Armie Hammer Talks About His New Movies and Oscar Buzz

He is playing Martin Ginsburg, Ruth Bader Ginsburg's husband, in an upcoming biopic.

November 21, 2017 10:00 am
Armie Hammer
NEW YORK, NY - NOVEMBER 16: Armie Hammer attends Calvin Klein and The Cinema Society host the after party for Sony Pictures Classics' "Call Me By Your Name" on November 16, 2017 in New York City. (Photo by Sylvain Gaboury/Patrick McMullan via Getty Images)

Armie Hammer has lived a charmed life. He’s the great-grandson of Russian-Jewish oil tycoon Armand Hammer, and he spent a good chunk of his childhood on the Cayman Islands, reports The Hollywood ReporterBut that doesn’t mean he didn’t work hard to become the star that he is today.

Hammer has struggled to emerge as a leading man. His breakthrough role was playing the Winklevoss twins in The Social Network, but then he was in The Lone Ranger, which lost Disney $200 million. Two years later he co-starred with Henry Cavill in The Man From U.N.C.L.E. and his performance in The Birth Of a Nation was overshadowed by a rape scandal involving Nate Parker, the movie’s director and star, according to The Hollywood Reporter. 

But this might be his year. He currently stars in Call Me by Your Name. In it, he plays an American academic who embarks upon a “sexually charged affair with the 17-year-old son of a professor,” writes The Hollywood Reporter. His role is generating early awards buzz. However, he said that, “given my history, I’m waiting for the other shoe to drop.”

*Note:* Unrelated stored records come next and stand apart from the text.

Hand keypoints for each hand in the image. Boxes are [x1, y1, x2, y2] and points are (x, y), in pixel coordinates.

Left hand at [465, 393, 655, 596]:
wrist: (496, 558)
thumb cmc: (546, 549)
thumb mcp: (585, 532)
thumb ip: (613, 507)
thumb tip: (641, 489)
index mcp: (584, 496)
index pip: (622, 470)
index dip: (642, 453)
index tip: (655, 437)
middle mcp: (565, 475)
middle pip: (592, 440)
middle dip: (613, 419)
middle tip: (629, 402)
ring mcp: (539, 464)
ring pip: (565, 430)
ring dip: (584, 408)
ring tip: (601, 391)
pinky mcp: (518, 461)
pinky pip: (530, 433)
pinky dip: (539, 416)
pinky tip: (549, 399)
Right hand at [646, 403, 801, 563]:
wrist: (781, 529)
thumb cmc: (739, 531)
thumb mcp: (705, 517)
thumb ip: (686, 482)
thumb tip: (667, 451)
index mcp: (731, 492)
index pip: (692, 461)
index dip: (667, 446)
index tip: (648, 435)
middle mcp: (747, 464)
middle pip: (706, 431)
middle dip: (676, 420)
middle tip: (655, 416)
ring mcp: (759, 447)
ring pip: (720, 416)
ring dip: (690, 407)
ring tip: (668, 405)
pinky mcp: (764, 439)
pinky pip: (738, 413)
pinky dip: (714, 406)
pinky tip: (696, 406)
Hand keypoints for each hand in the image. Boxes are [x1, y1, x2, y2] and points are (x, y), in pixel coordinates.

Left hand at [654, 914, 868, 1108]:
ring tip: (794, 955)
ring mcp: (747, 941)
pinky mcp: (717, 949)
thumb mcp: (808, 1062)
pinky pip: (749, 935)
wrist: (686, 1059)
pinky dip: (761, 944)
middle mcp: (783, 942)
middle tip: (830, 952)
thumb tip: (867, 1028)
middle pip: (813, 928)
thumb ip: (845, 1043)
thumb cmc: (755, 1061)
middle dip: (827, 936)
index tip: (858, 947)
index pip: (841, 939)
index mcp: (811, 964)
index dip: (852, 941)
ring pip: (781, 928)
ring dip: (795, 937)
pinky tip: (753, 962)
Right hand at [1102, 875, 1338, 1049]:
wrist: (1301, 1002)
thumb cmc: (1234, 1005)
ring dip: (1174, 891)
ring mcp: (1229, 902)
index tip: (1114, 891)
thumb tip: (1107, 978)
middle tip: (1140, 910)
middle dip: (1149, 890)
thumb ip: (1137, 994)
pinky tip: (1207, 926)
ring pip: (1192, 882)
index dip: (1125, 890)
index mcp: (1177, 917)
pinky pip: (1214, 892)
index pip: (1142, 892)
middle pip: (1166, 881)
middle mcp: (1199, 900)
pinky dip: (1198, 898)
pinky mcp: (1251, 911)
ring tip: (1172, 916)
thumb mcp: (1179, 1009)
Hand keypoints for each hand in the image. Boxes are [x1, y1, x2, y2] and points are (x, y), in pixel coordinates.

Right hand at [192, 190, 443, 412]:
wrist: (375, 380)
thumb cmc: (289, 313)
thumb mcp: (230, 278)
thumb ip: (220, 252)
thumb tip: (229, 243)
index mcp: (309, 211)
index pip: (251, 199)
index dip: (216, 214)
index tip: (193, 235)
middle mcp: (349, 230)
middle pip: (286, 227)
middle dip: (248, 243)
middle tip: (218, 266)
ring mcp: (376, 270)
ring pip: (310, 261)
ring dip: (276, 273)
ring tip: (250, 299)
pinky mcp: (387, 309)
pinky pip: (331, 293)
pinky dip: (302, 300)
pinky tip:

Hammer recently tore his pectoral muscle while lifting weights, five days before his wife, Elizabeth Chambers, was due to give birth. He had surgery and was confined to a sling for five months, during which, he tells The Hollywood Reporter, he went to a dark place. He thought to himself, “You’re done. You’ve peaked.”

Hammer knows he had a special upbringing, but he said he learned a lot living in the Caribbean. “You can’t hide behind anonymity. You have to be nice to everybody, or else you get a reputation.” He also told The Hollywood Reporter that it was where he became acutely aware of his whiteness: “Everybody was multiracial. There was a lot of mixing. So I was always ‘the white boy.’”

He said he has no regrets for the movies that didn’t work out. The way he looks at everything is that he is building a collage of his work. He tells The Hollywood Reporter, “And then the only thing I really care about is: Can I get more work afterward?”